(THE DATA)
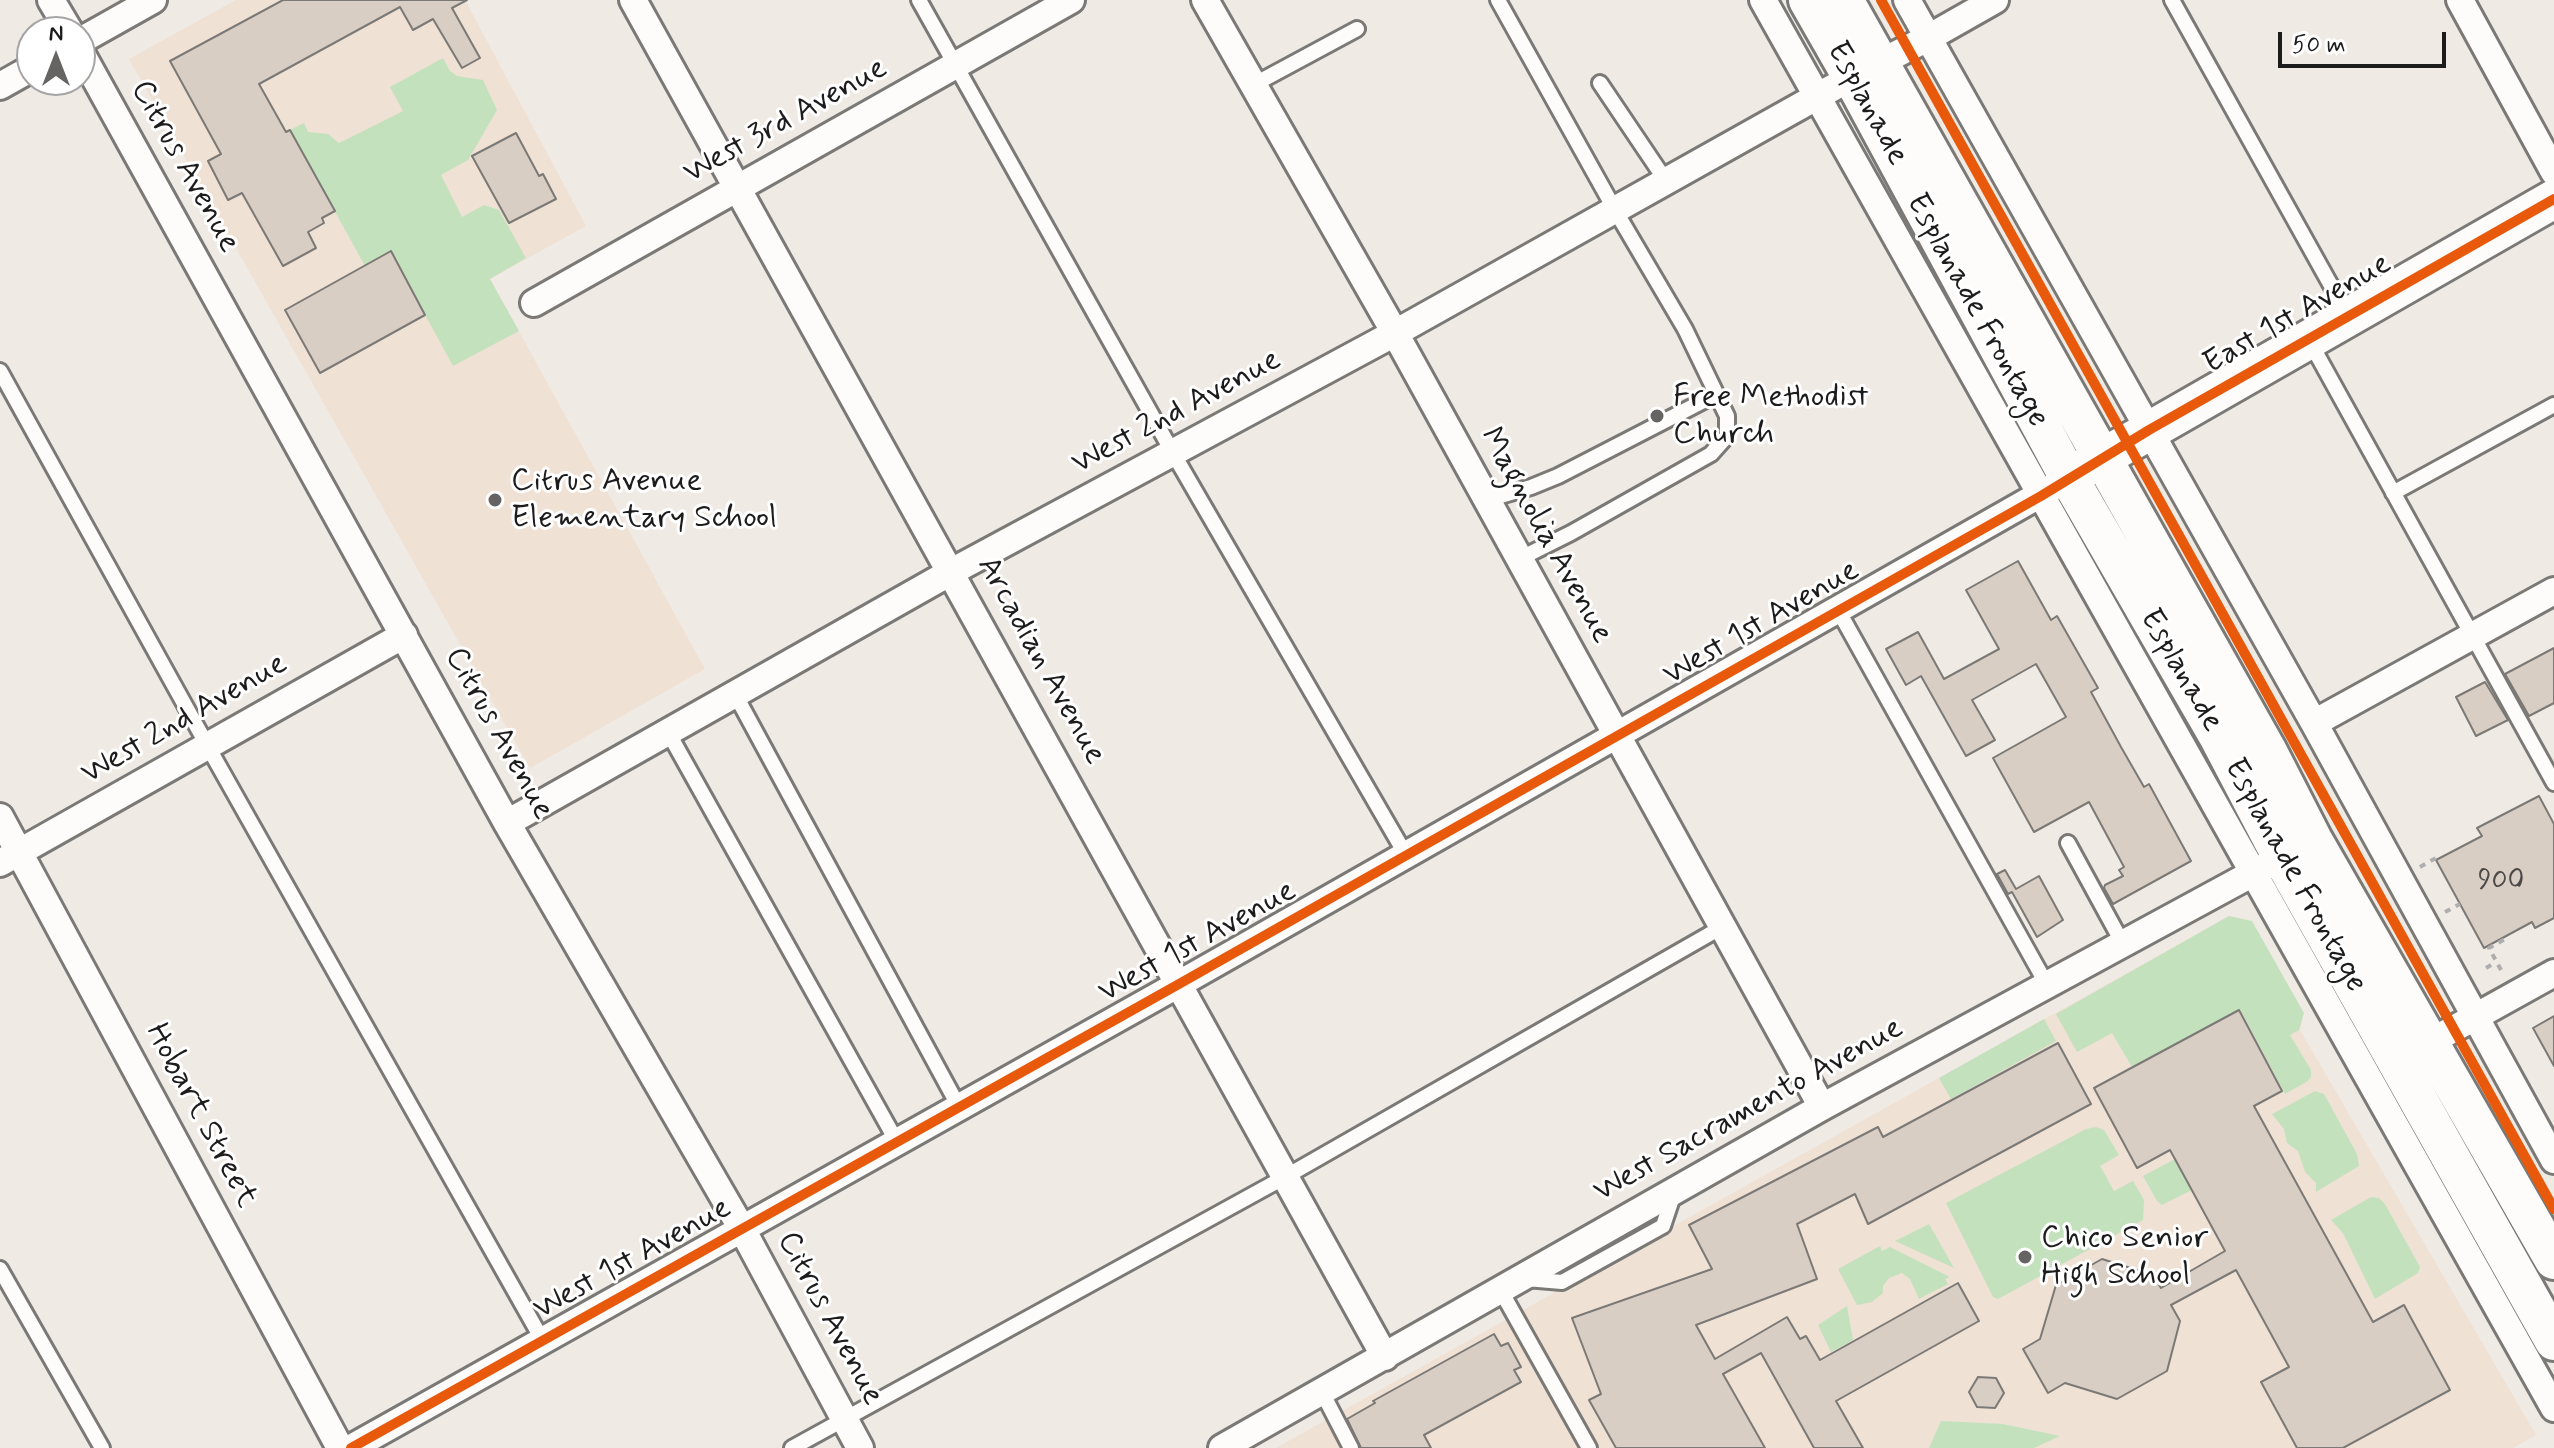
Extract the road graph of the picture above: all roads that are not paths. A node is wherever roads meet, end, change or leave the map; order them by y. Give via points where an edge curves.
1 (153, 0) edge
2 (633, 0) edge
3 (919, 0) edge
4 (1071, 0) edge
5 (1205, 0) edge
6 (1498, 0) edge
7 (1763, 0) edge
8 (1808, 0) edge
9 (1844, 0) edge
10 (1907, 0) edge
11 (1995, 0) edge
12 (2172, 0) edge
13 (2460, 0) edge
14 (1357, 29) dead end
15 (96, 32) edge
16 (1928, 38) junction
17 (956, 66) junction
18 (1865, 70) junction
19 (96, 80) edge
20 (1600, 83) dead end
21 (1253, 85) junction
22 (1817, 97) junction
23 (2554, 172) edge
24 (1666, 181) junction
25 (738, 188) junction
26 (2554, 199) edge
27 (1615, 210) junction
28 (534, 303) dead end
29 (2348, 316) junction
30 (1395, 333) junction
31 (2308, 339) junction
32 (0, 371) edge
33 (1715, 395) junction
34 (2554, 405) edge
35 (2149, 430) junction
36 (1173, 453) junction
37 (2102, 458) junction
38 (2055, 487) junction
39 (2393, 493) junction
40 (1487, 500) junction
41 (1519, 559) junction
42 (951, 572) junction
43 (2554, 591) edge
44 (1838, 610) junction
45 (404, 635) junction
46 (2473, 636) junction
47 (735, 694) junction
48 (2314, 723) junction
49 (668, 732) junction
50 (1617, 736) junction
51 (207, 745) junction
52 (2554, 782) edge
53 (0, 817) edge
54 (507, 823) junction
55 (2068, 843) dead end
56 (1406, 855) junction
57 (2283, 857) junction
58 (10, 858) edge
59 (1722, 927) junction
60 (2123, 944) junction
61 (2554, 973) edge
62 (1179, 984) junction
63 (2047, 985) junction
64 (2474, 1018) junction
65 (2430, 1042) junction
66 (959, 1107) junction
67 (1822, 1107) junction
68 (897, 1142) junction
69 (2554, 1160) edge
70 (1285, 1177) junction
71 (742, 1229) junction
72 (2554, 1260) edge
73 (0, 1269) edge
74 (1512, 1285) junction
75 (543, 1341) junction
76 (2554, 1341) edge
77 (1385, 1357) junction
78 (1322, 1392) junction
79 (2554, 1408) edge
80 (845, 1419) junction
81 (102, 1448) edge
82 (340, 1448) edge
83 (351, 1448) edge
84 (792, 1448) edge
85 (860, 1448) edge
86 (1222, 1448) edge
87 (1351, 1448) edge
88 (1589, 1448) edge

1 - 15 street
2 - 25 street, Arcadian Avenue
3 - 17 lane
4 - 17 street, West 3rd Avenue
5 - 21 street, Magnolia Avenue
6 - 27 lane
7 - 22 street, Esplanade Frontage
8 - 18 main road, Esplanade
9 - 18 main road, Esplanade
10 - 16 street
11 - 16 street, West 2nd Avenue
12 - 29 lane
13 - 23 street
14 - 21 lane
16 - 18 street, West 2nd Avenue
16 - 35 street
17 - 25 street, West 3rd Avenue
17 - 36 lane
18 - 22 street, West 2nd Avenue
18 - 37 main road, Esplanade
18 - 38 main road, Esplanade
19 - 45 street, Citrus Avenue
20 - 24 lane
21 - 30 street, Magnolia Avenue
22 - 24 street, West 2nd Avenue
22 - 38 street, Esplanade Frontage
24 - 27 street, West 2nd Avenue
25 - 28 street, West 3rd Avenue
25 - 42 street, Arcadian Avenue
26 - 29 main road, East 1st Avenue
27 - 30 street, West 2nd Avenue
27 - 33 lane via 1685,329
29 - 31 main road, East 1st Avenue
30 - 36 street, West 2nd Avenue
30 - 40 street, Magnolia Avenue
31 - 35 main road, East 1st Avenue
31 - 39 lane
32 - 51 lane
33 - 40 lane via 1558,476
33 - 41 lane via 1727,416 1727,436 1711,454
34 - 39 lane
35 - 37 main road, East 1st Avenue
35 - 48 street
36 - 42 street, West 2nd Avenue
36 - 56 lane
37 - 38 main road, East 1st Avenue
37 - 57 main road, Esplanade via 2267,750
38 - 44 street, West 1st Avenue
38 - 57 main road, Esplanade via 2218,736
39 - 46 lane
40 - 41 street, Magnolia Avenue
41 - 50 street, Magnolia Avenue
42 - 47 street, West 2nd Avenue
42 - 62 street, Arcadian Avenue
43 - 46 street
44 - 50 street, West 1st Avenue
44 - 63 lane
45 - 51 street, West 2nd Avenue
45 - 54 street, Citrus Avenue
46 - 48 street
46 - 52 lane
47 - 49 street, West 2nd Avenue
47 - 66 lane
48 - 64 street
49 - 54 street, West 2nd Avenue
49 - 68 lane
50 - 56 street, West 1st Avenue
50 - 59 street, Magnolia Avenue
51 - 58 street, West 2nd Avenue
51 - 75 lane
53 - 58 street, Hobart Street
54 - 71 street, Citrus Avenue
55 - 60 lane
56 - 62 street, West 1st Avenue
57 - 60 street, West Sacramento Avenue
57 - 65 main road, Esplanade
57 - 76 main road, Esplanade
57 - 79 street, Esplanade Frontage
58 - 82 street, Hobart Street
59 - 67 street, Magnolia Avenue
59 - 70 lane
60 - 63 street, West Sacramento Avenue
61 - 64 street
62 - 66 street, West 1st Avenue
62 - 70 street, Arcadian Avenue
63 - 67 street, West Sacramento Avenue
64 - 65 street
64 - 69 street
65 - 72 main road, Esplanade
66 - 68 street, West 1st Avenue
67 - 74 street, West Sacramento Avenue
68 - 71 street, West 1st Avenue
70 - 77 street, Arcadian Avenue
70 - 80 lane
71 - 75 street, West 1st Avenue
71 - 80 street, Citrus Avenue
73 - 81 lane
74 - 77 street, West Sacramento Avenue
74 - 88 lane
75 - 83 street, West 1st Avenue
77 - 78 street, West Sacramento Avenue
78 - 86 street, West Sacramento Avenue
78 - 87 lane
80 - 84 lane
80 - 85 street, Citrus Avenue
(End THE DATA)
[WHAT TO DO]: Without the pictures, please output every record exactly.

[RESPONSE TO THE TASK]:
Extract the road graph of the picture above: all roads that are not paths. A node is wherever roads meet, end, change or leave the map; order them by y. Give via points where an edge curves.
1 (153, 0) edge
2 (633, 0) edge
3 (919, 0) edge
4 (1071, 0) edge
5 (1205, 0) edge
6 (1498, 0) edge
7 (1763, 0) edge
8 (1808, 0) edge
9 (1844, 0) edge
10 (1907, 0) edge
11 (1995, 0) edge
12 (2172, 0) edge
13 (2460, 0) edge
14 (1357, 29) dead end
15 (96, 32) edge
16 (1928, 38) junction
17 (956, 66) junction
18 (1865, 70) junction
19 (96, 80) edge
20 (1600, 83) dead end
21 (1253, 85) junction
22 (1817, 97) junction
23 (2554, 172) edge
24 (1666, 181) junction
25 (738, 188) junction
26 (2554, 199) edge
27 (1615, 210) junction
28 (534, 303) dead end
29 (2348, 316) junction
30 (1395, 333) junction
31 (2308, 339) junction
32 (0, 371) edge
33 (1715, 395) junction
34 (2554, 405) edge
35 (2149, 430) junction
36 (1173, 453) junction
37 (2102, 458) junction
38 (2055, 487) junction
39 (2393, 493) junction
40 (1487, 500) junction
41 (1519, 559) junction
42 (951, 572) junction
43 (2554, 591) edge
44 (1838, 610) junction
45 (404, 635) junction
46 (2473, 636) junction
47 (735, 694) junction
48 (2314, 723) junction
49 (668, 732) junction
50 (1617, 736) junction
51 (207, 745) junction
52 (2554, 782) edge
53 (0, 817) edge
54 (507, 823) junction
55 (2068, 843) dead end
56 (1406, 855) junction
57 (2283, 857) junction
58 (10, 858) edge
59 (1722, 927) junction
60 (2123, 944) junction
61 (2554, 973) edge
62 (1179, 984) junction
63 (2047, 985) junction
64 (2474, 1018) junction
65 (2430, 1042) junction
66 (959, 1107) junction
67 (1822, 1107) junction
68 (897, 1142) junction
69 (2554, 1160) edge
70 (1285, 1177) junction
71 (742, 1229) junction
72 (2554, 1260) edge
73 (0, 1269) edge
74 (1512, 1285) junction
75 (543, 1341) junction
76 (2554, 1341) edge
77 (1385, 1357) junction
78 (1322, 1392) junction
79 (2554, 1408) edge
80 (845, 1419) junction
81 (102, 1448) edge
82 (340, 1448) edge
83 (351, 1448) edge
84 (792, 1448) edge
85 (860, 1448) edge
86 (1222, 1448) edge
87 (1351, 1448) edge
88 (1589, 1448) edge

1 - 15 street
2 - 25 street, Arcadian Avenue
3 - 17 lane
4 - 17 street, West 3rd Avenue
5 - 21 street, Magnolia Avenue
6 - 27 lane
7 - 22 street, Esplanade Frontage
8 - 18 main road, Esplanade
9 - 18 main road, Esplanade
10 - 16 street
11 - 16 street, West 2nd Avenue
12 - 29 lane
13 - 23 street
14 - 21 lane
16 - 18 street, West 2nd Avenue
16 - 35 street
17 - 25 street, West 3rd Avenue
17 - 36 lane
18 - 22 street, West 2nd Avenue
18 - 37 main road, Esplanade
18 - 38 main road, Esplanade
19 - 45 street, Citrus Avenue
20 - 24 lane
21 - 30 street, Magnolia Avenue
22 - 24 street, West 2nd Avenue
22 - 38 street, Esplanade Frontage
24 - 27 street, West 2nd Avenue
25 - 28 street, West 3rd Avenue
25 - 42 street, Arcadian Avenue
26 - 29 main road, East 1st Avenue
27 - 30 street, West 2nd Avenue
27 - 33 lane via 1685,329
29 - 31 main road, East 1st Avenue
30 - 36 street, West 2nd Avenue
30 - 40 street, Magnolia Avenue
31 - 35 main road, East 1st Avenue
31 - 39 lane
32 - 51 lane
33 - 40 lane via 1558,476
33 - 41 lane via 1727,416 1727,436 1711,454
34 - 39 lane
35 - 37 main road, East 1st Avenue
35 - 48 street
36 - 42 street, West 2nd Avenue
36 - 56 lane
37 - 38 main road, East 1st Avenue
37 - 57 main road, Esplanade via 2267,750
38 - 44 street, West 1st Avenue
38 - 57 main road, Esplanade via 2218,736
39 - 46 lane
40 - 41 street, Magnolia Avenue
41 - 50 street, Magnolia Avenue
42 - 47 street, West 2nd Avenue
42 - 62 street, Arcadian Avenue
43 - 46 street
44 - 50 street, West 1st Avenue
44 - 63 lane
45 - 51 street, West 2nd Avenue
45 - 54 street, Citrus Avenue
46 - 48 street
46 - 52 lane
47 - 49 street, West 2nd Avenue
47 - 66 lane
48 - 64 street
49 - 54 street, West 2nd Avenue
49 - 68 lane
50 - 56 street, West 1st Avenue
50 - 59 street, Magnolia Avenue
51 - 58 street, West 2nd Avenue
51 - 75 lane
53 - 58 street, Hobart Street
54 - 71 street, Citrus Avenue
55 - 60 lane
56 - 62 street, West 1st Avenue
57 - 60 street, West Sacramento Avenue
57 - 65 main road, Esplanade
57 - 76 main road, Esplanade
57 - 79 street, Esplanade Frontage
58 - 82 street, Hobart Street
59 - 67 street, Magnolia Avenue
59 - 70 lane
60 - 63 street, West Sacramento Avenue
61 - 64 street
62 - 66 street, West 1st Avenue
62 - 70 street, Arcadian Avenue
63 - 67 street, West Sacramento Avenue
64 - 65 street
64 - 69 street
65 - 72 main road, Esplanade
66 - 68 street, West 1st Avenue
67 - 74 street, West Sacramento Avenue
68 - 71 street, West 1st Avenue
70 - 77 street, Arcadian Avenue
70 - 80 lane
71 - 75 street, West 1st Avenue
71 - 80 street, Citrus Avenue
73 - 81 lane
74 - 77 street, West Sacramento Avenue
74 - 88 lane
75 - 83 street, West 1st Avenue
77 - 78 street, West Sacramento Avenue
78 - 86 street, West Sacramento Avenue
78 - 87 lane
80 - 84 lane
80 - 85 street, Citrus Avenue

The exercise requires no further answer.